Any one who knows anything about the world will be able to guess pretty closely the nature of the brothers' meeting. Harry was sitting in the front room upstairs when his cousin Ruth, who was at the window, announced: "Here he comes, Harry." In a perfect frenzy of pleasure, embarrassment, affection and curiosity, the boy made a dash for the stairs and greeted his brother at the front door with the demonstrative words:
"Hello, James!"
To which James, who for the last few minutes had been obliged to restrain himself from throwing his bag into the gutter and breaking into a run, replied:
"Well, Harry, how's the boy?"
Then they walked upstairs together and began talking rather fast about the voyage, examinations, Aunt Miriam, Spain, the Yale baseball team,—anything but what was in their hearts.

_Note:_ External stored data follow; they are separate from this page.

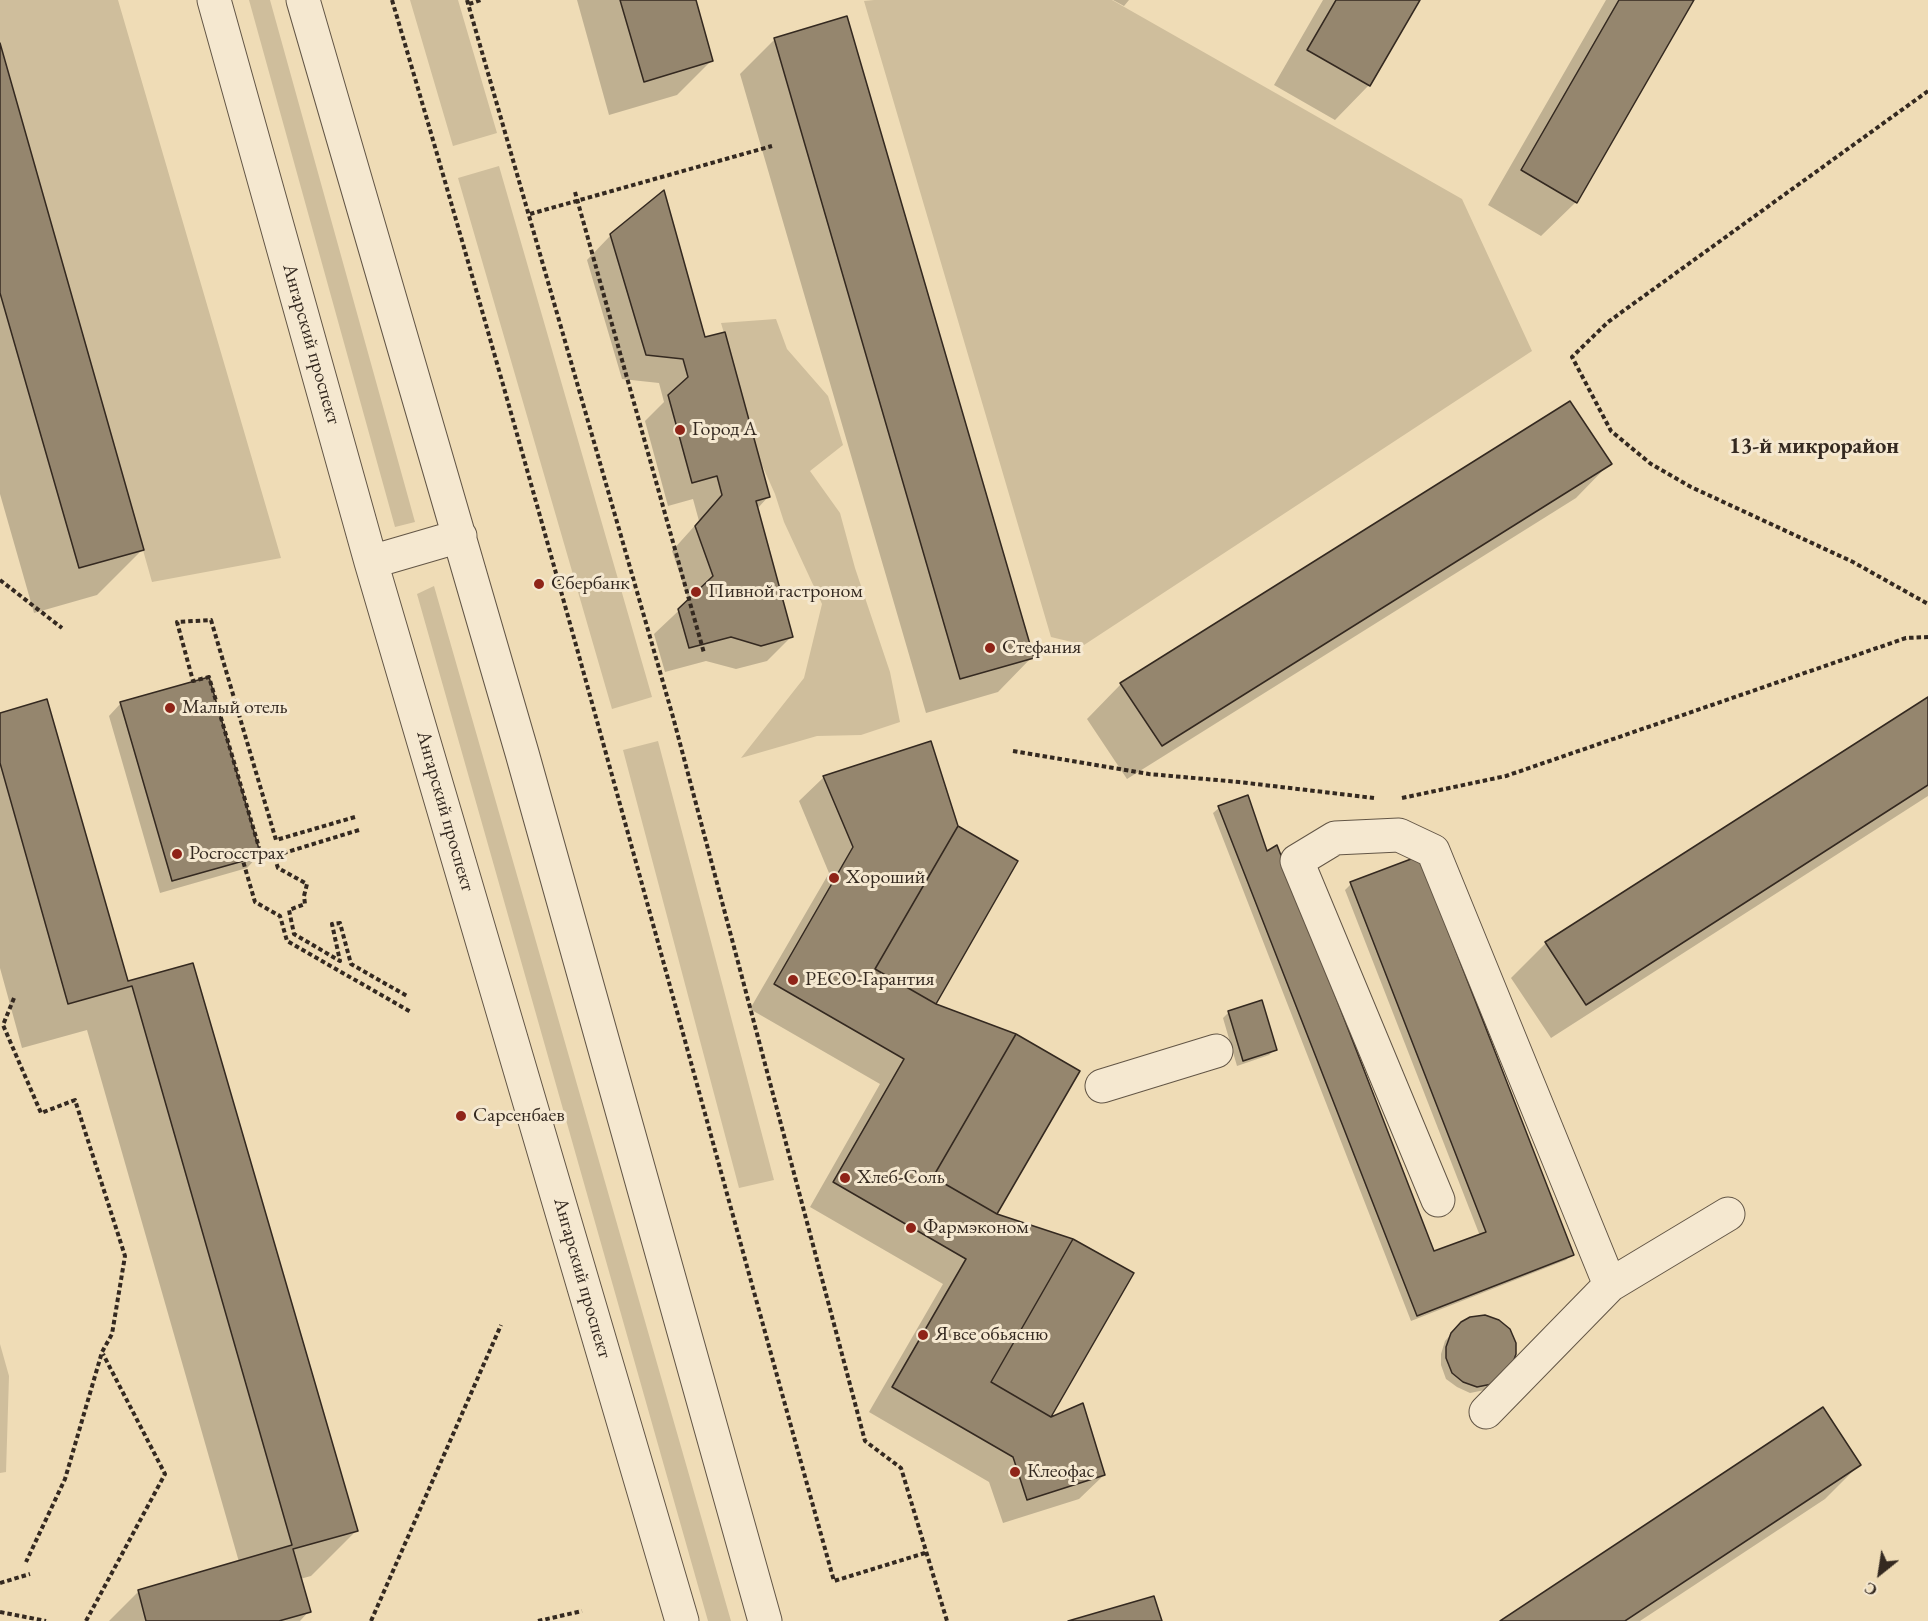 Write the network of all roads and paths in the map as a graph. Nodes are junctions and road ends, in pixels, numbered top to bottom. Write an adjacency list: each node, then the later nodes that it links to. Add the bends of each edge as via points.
1 (214, 0): 12 (street, Ангарский проспект)
2 (303, 0): 11 (street)
3 (392, 0): 34 (path, via 618,793 834,1581)
4 (482, 0): 5 (path)
5 (468, 2): 10 (path)
6 (1928, 90): 14 (path, via 1608,322 1572,357 1611,431 1651,464 1691,487 1853,562)
7 (772, 147): 9 (path)
8 (575, 192): 9 (path)
9 (577, 201): 10 (path); 17 (path)
10 (530, 214): 34 (path, via 676,728 865,1441 901,1468)
11 (460, 536): 12 (street); 45 (street)
12 (371, 562): 44 (street, Ангарский проспект)
13 (0, 580): 15 (path)
14 (1928, 604)
15 (62, 628)
16 (1928, 637): 20 (path, via 1906,638 1506,776)
17 (704, 653)
18 (1013, 751): 19 (path, via 1149,774)
19 (1383, 799)
20 (1394, 800)
21 (355, 817): 25 (path, via 276,840 212,620 177,622 193,681 209,677 258,844 261,856 243,861 255,902 280,916 287,941)
22 (359, 830): 23 (path, via 274,856 278,868 307,884 305,904 289,910 294,933 340,961 332,924 340,923 351,964)
23 (407, 996)
24 (14, 998): 32 (path, via 3,1025 7,1036 41,1113 75,1100 125,1256 112,1334)
25 (411, 1012)
26 (1216, 1051): 27 (street)
27 (1102, 1086)
28 (1438, 1200): 30 (street, via 1297,861 1335,838 1399,834 1433,851)
29 (1728, 1214): 30 (street)
30 (1611, 1285): 33 (street)
31 (501, 1326): 42 (path)
32 (102, 1353): 35 (path, via 65,1479); 41 (path, via 165,1474)
33 (1486, 1412)
34 (926, 1553): 46 (path)
35 (26, 1562)
36 (30, 1574): 37 (path)
37 (0, 1583)
38 (582, 1611): 43 (path)
39 (0, 1612): 40 (path)
40 (46, 1621)
41 (86, 1621)
42 (371, 1621)
43 (538, 1621)
44 (682, 1621)
45 (765, 1621)
46 (947, 1621)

"Well, you came back without being made an earl, after all, it seems," said James a little later at lunch.
"No, but I came back a sub-freshman, which is the next best thing. There's no telling what I might have been if I'd stayed, though. Everybody was so frightfully keen on my staying over there and going to Oxford, especially Beatrice—Beatrice Carson, you know; I've written you about her? She would have made me an earl in a minute, if she could, to make me stay. None of it did any good, though. I would be a Yankee."
"How do you think you'll like being a Yankee again?" asked James. "You certainly don't look much like one at present."
"No? That'll come, I dare say. My heart's in the right place. Though that doesn't prevent the Americans from seeming strange, at first. Did you notice that woman in the chemist's shop this morning, Aunt C.? She was chewing gum all the time she waited on you, and she never said 'Thank you' or 'Ma'am' once."
"They all are that way," said Aunt Cecilia with a gentle sigh. "I don't expect anything else."